Return each entry below exactly. Skip the images.

START Exercise material

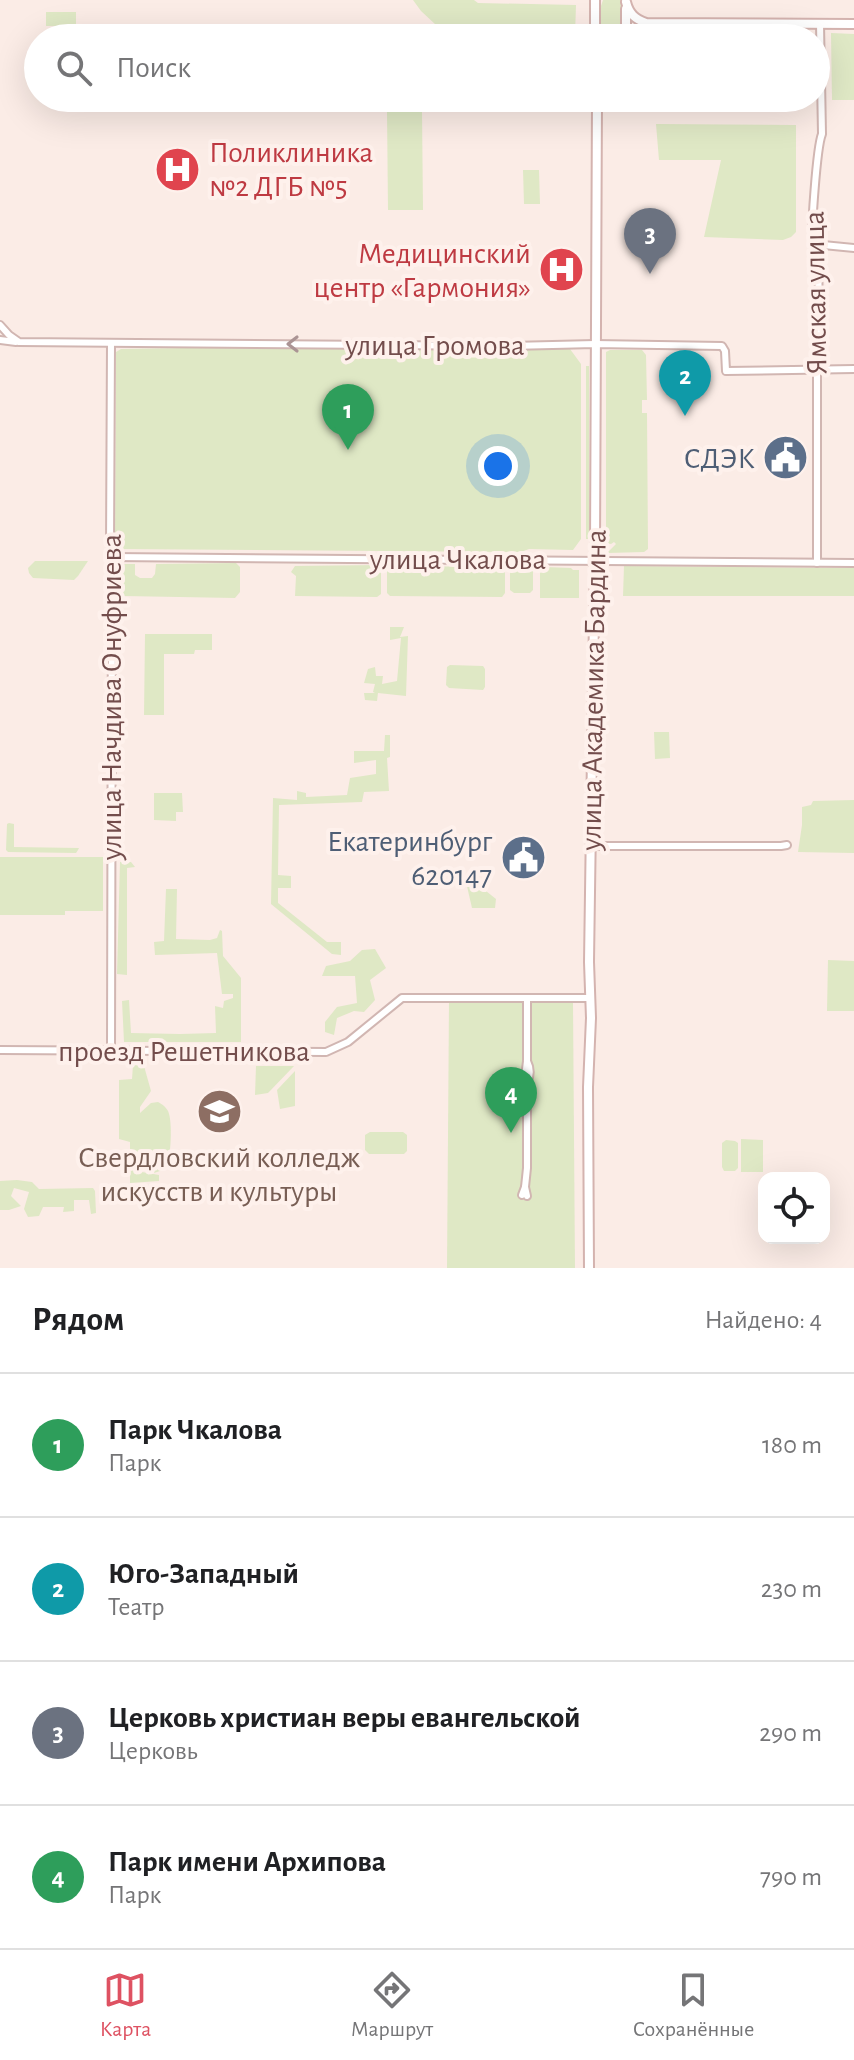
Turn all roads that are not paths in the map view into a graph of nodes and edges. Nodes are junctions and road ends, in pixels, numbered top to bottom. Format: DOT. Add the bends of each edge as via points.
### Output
graph roads {
  1 [pos="626,1"];
  2 [pos="596,3"];
  3 [pos="646,23"];
  4 [pos="595,24"];
  5 [pos="627,24"];
  6 [pos="820,24"];
  7 [pos="854,24"];
  8 [pos="597,112"];
  9 [pos="822,112"];
  10 [pos="813,244"];
  11 [pos="854,248"];
  12 [pos="0,326"];
  13 [pos="0,340"];
  14 [pos="19,342"];
  15 [pos="111,343"];
  16 [pos="595,344"];
  17 [pos="819,369"];
  18 [pos="854,369"];
  19 [pos="111,557"];
  20 [pos="594,561"];
  21 [pos="817,563"];
  22 [pos="854,563"];
  23 [pos="787,845"];
  24 [pos="590,846"];
  25 [pos="527,998"];
  26 [pos="590,998"];
  27 [pos="0,1050"];
  28 [pos="111,1051"];
  29 [pos="524,1195"];
  30 [pos="589,1268"];
  1 -- 3 [label="street" via="629,12"];
  1 -- 5 [label="street"];
  2 -- 4 [label="street"];
  3 -- 6 [label="street"];
  6 -- 7 [label="street"];
  8 -- 16 [label="street, улица Академика Бардина"];
  9 -- 10 [label="street, Ямская улица"];
  10 -- 11 [label="street"];
  10 -- 17 [label="street, Ямская улица" via="818,259"];
  12 -- 14 [label="street"];
  13 -- 14 [label="street, улица Громова"];
  14 -- 15 [label="street, улица Громова"];
  16 -- 15 [label="street, улица Громова, one-way"];
  15 -- 19 [label="street, улица Начдива Онуфриева"];
  16 -- 17 [label="street, улица Громова" via="722,346 726,371"];
  16 -- 20 [label="street, улица Академика Бардина"];
  17 -- 18 [label="street, улица Громова"];
  17 -- 21 [label="street, Ямская улица"];
  19 -- 20 [label="street, улица Чкалова"];
  19 -- 28 [label="street, улица Начдива Онуфриева"];
  20 -- 21 [label="street, улица Чкалова"];
  20 -- 24 [label="street, улица Академика Бардина"];
  21 -- 22 [label="street, улица Чкалова"];
  23 -- 24 [label="street"];
  24 -- 26 [label="street, улица Академика Бардина"];
  25 -- 26 [label="street, проезд Решетникова"];
  25 -- 28 [label="street, проезд Решетникова" via="402,998 348,1042 326,1052"];
  25 -- 29 [label="street"];
  26 -- 30 [label="street, улица Академика Бардина"];
  27 -- 28 [label="street, проезд Решетникова"];
}
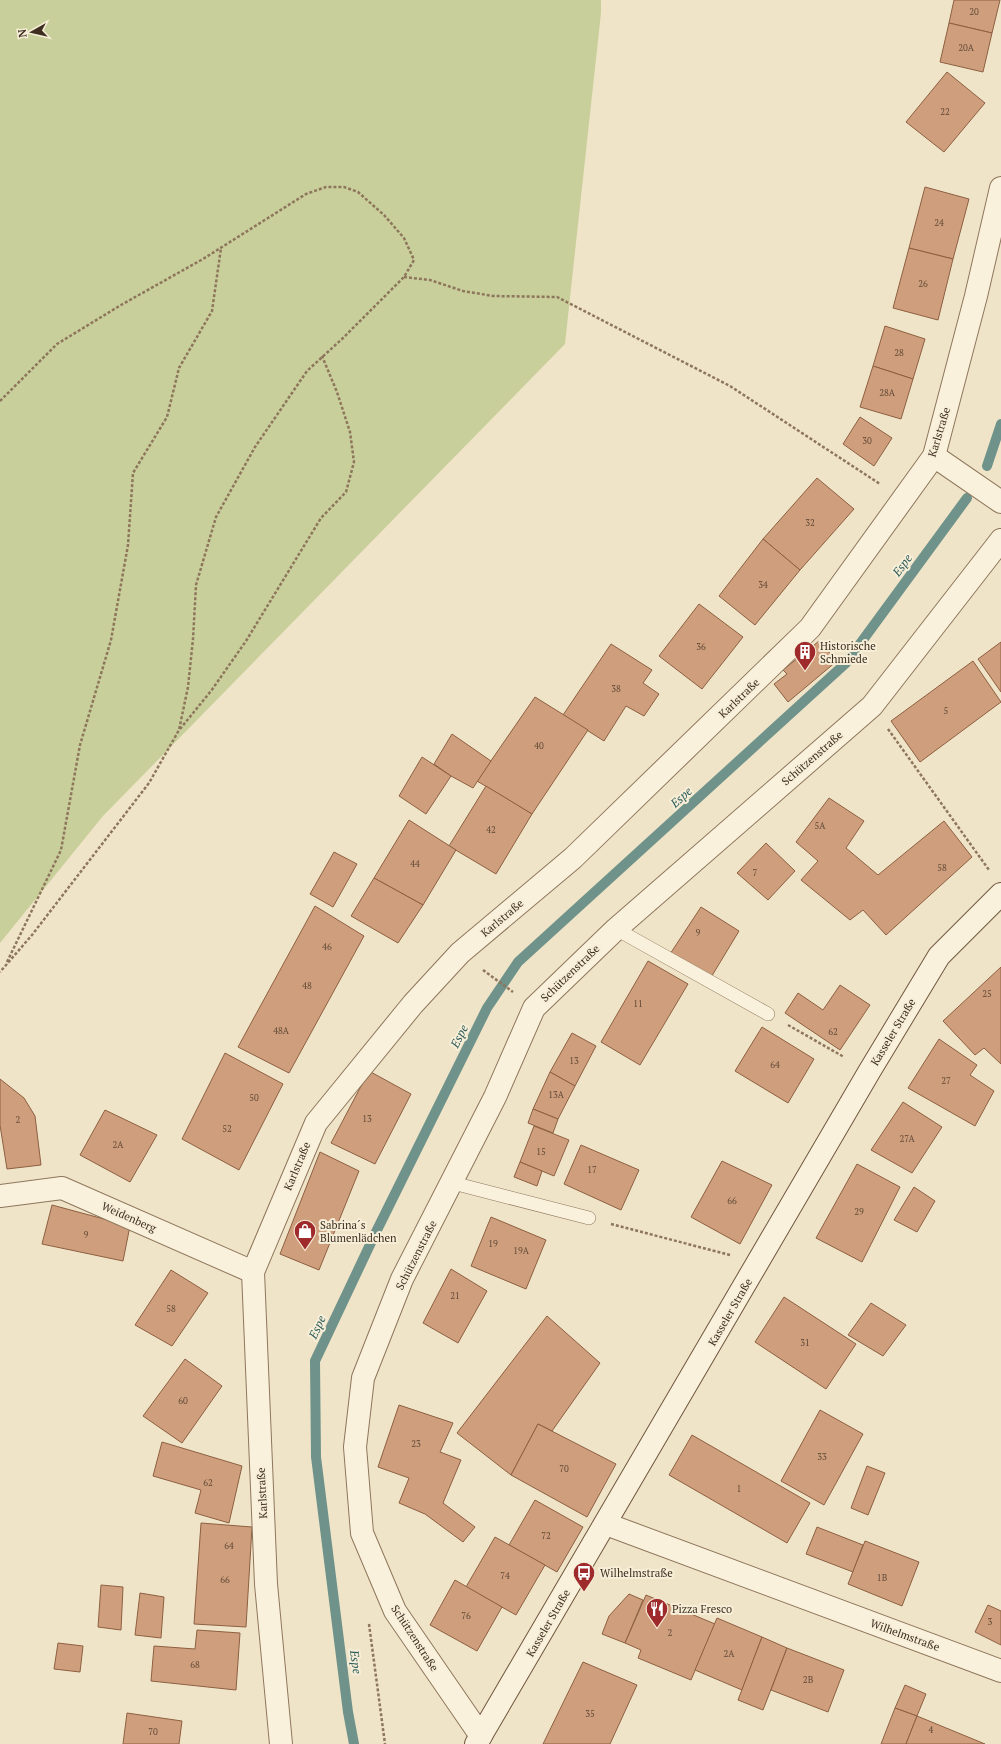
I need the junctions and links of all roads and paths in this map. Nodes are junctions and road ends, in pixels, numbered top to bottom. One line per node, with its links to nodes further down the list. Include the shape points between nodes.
1 (1001, 190): 6 (street, Karlstraße)
2 (221, 247): 3 (path, via 306,194 326,187 344,186 358,192 384,215 404,238 414,260); 5 (path, via 57,344); 16 (path, via 212,311 179,368 167,418 133,473 128,544 111,640 80,745 60,850)
3 (404, 278): 4 (path); 8 (path, via 430,280 463,291 493,296 557,297 730,386)
4 (322, 356): 11 (path, via 307,371 254,447 216,517 196,585 189,680); 11 (path, via 350,432 354,462 346,492 321,518 246,641 211,691)
5 (0, 402)
6 (934, 456): 7 (street); 8 (street, Karlstraße)
7 (995, 497)
8 (902, 500): 15 (street, Karlstraße, via 810,628 573,858)
9 (1001, 540): 10 (street, Schützenstraße)
10 (872, 706): 12 (path); 14 (street, Schützenstraße)
11 (179, 730): 16 (path, via 149,783 32,935)
12 (992, 874)
13 (1001, 894): 20 (street, Kasseler Straße, via 939,956)
14 (616, 929): 18 (street, Schützenstraße); 19 (lane)
15 (460, 953): 18 (path); 25 (street, Karlstraße, via 413,1004 316,1123)
16 (5, 966): 17 (path)
17 (0, 972)
18 (534, 1008): 21 (street, Schützenstraße, via 496,1097)
19 (768, 1014): 20 (path)
20 (869, 1072): 24 (street, Kasseler Straße)
21 (453, 1183): 23 (lane); 29 (street, Schützenstraße, via 402,1279 363,1378 355,1448 362,1534 395,1611)
22 (0, 1196): 25 (street, Weidenberg, via 62,1188)
23 (589, 1218): 24 (path)
24 (759, 1263): 26 (street, Kasseler Straße)
25 (253, 1272): 30 (street, Karlstraße, via 266,1584)
26 (606, 1524): 28 (street, Wilhelmstraße); 29 (street, Kasseler Straße)
27 (368, 1618): 31 (path)
28 (1001, 1671)
29 (479, 1740)
30 (282, 1744)
31 (385, 1744)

END Exercise material

Result of the exercise:
Turn all roads that are not paths in the map view into a graph of nodes and edges. Nodes are junctions and road ends, in pixels, numbered top to bottom. Format: DOT. Add the bends of each edge as via points.
### Output
graph roads {
  1 [pos="626,1"];
  2 [pos="596,3"];
  3 [pos="646,23"];
  4 [pos="595,24"];
  5 [pos="627,24"];
  6 [pos="820,24"];
  7 [pos="854,24"];
  8 [pos="597,112"];
  9 [pos="822,112"];
  10 [pos="813,244"];
  11 [pos="854,248"];
  12 [pos="0,326"];
  13 [pos="0,340"];
  14 [pos="19,342"];
  15 [pos="111,343"];
  16 [pos="595,344"];
  17 [pos="819,369"];
  18 [pos="854,369"];
  19 [pos="111,557"];
  20 [pos="594,561"];
  21 [pos="817,563"];
  22 [pos="854,563"];
  23 [pos="787,845"];
  24 [pos="590,846"];
  25 [pos="527,998"];
  26 [pos="590,998"];
  27 [pos="0,1050"];
  28 [pos="111,1051"];
  29 [pos="524,1195"];
  30 [pos="589,1268"];
  1 -- 3 [label="street" via="629,12"];
  1 -- 5 [label="street"];
  2 -- 4 [label="street"];
  3 -- 6 [label="street"];
  6 -- 7 [label="street"];
  8 -- 16 [label="street, улица Академика Бардина"];
  9 -- 10 [label="street, Ямская улица"];
  10 -- 11 [label="street"];
  10 -- 17 [label="street, Ямская улица" via="818,259"];
  12 -- 14 [label="street"];
  13 -- 14 [label="street, улица Громова"];
  14 -- 15 [label="street, улица Громова"];
  16 -- 15 [label="street, улица Громова, one-way"];
  15 -- 19 [label="street, улица Начдива Онуфриева"];
  16 -- 17 [label="street, улица Громова" via="722,346 726,371"];
  16 -- 20 [label="street, улица Академика Бардина"];
  17 -- 18 [label="street, улица Громова"];
  17 -- 21 [label="street, Ямская улица"];
  19 -- 20 [label="street, улица Чкалова"];
  19 -- 28 [label="street, улица Начдива Онуфриева"];
  20 -- 21 [label="street, улица Чкалова"];
  20 -- 24 [label="street, улица Академика Бардина"];
  21 -- 22 [label="street, улица Чкалова"];
  23 -- 24 [label="street"];
  24 -- 26 [label="street, улица Академика Бардина"];
  25 -- 26 [label="street, проезд Решетникова"];
  25 -- 28 [label="street, проезд Решетникова" via="402,998 348,1042 326,1052"];
  25 -- 29 [label="street"];
  26 -- 30 [label="street, улица Академика Бардина"];
  27 -- 28 [label="street, проезд Решетникова"];
}
I need the junctions and links of all roads and paths in this map. Nodes are junctions and road ends, in pixels, numbered top to bottom. One line per node, with its links to nodes further down the list. Include the shape points between nodes.
1 (1001, 190): 6 (street, Karlstraße)
2 (221, 247): 3 (path, via 306,194 326,187 344,186 358,192 384,215 404,238 414,260); 5 (path, via 57,344); 16 (path, via 212,311 179,368 167,418 133,473 128,544 111,640 80,745 60,850)
3 (404, 278): 4 (path); 8 (path, via 430,280 463,291 493,296 557,297 730,386)
4 (322, 356): 11 (path, via 307,371 254,447 216,517 196,585 189,680); 11 (path, via 350,432 354,462 346,492 321,518 246,641 211,691)
5 (0, 402)
6 (934, 456): 7 (street); 8 (street, Karlstraße)
7 (995, 497)
8 (902, 500): 15 (street, Karlstraße, via 810,628 573,858)
9 (1001, 540): 10 (street, Schützenstraße)
10 (872, 706): 12 (path); 14 (street, Schützenstraße)
11 (179, 730): 16 (path, via 149,783 32,935)
12 (992, 874)
13 (1001, 894): 20 (street, Kasseler Straße, via 939,956)
14 (616, 929): 18 (street, Schützenstraße); 19 (lane)
15 (460, 953): 18 (path); 25 (street, Karlstraße, via 413,1004 316,1123)
16 (5, 966): 17 (path)
17 (0, 972)
18 (534, 1008): 21 (street, Schützenstraße, via 496,1097)
19 (768, 1014): 20 (path)
20 (869, 1072): 24 (street, Kasseler Straße)
21 (453, 1183): 23 (lane); 29 (street, Schützenstraße, via 402,1279 363,1378 355,1448 362,1534 395,1611)
22 (0, 1196): 25 (street, Weidenberg, via 62,1188)
23 (589, 1218): 24 (path)
24 (759, 1263): 26 (street, Kasseler Straße)
25 (253, 1272): 30 (street, Karlstraße, via 266,1584)
26 (606, 1524): 28 (street, Wilhelmstraße); 29 (street, Kasseler Straße)
27 (368, 1618): 31 (path)
28 (1001, 1671)
29 (479, 1740)
30 (282, 1744)
31 (385, 1744)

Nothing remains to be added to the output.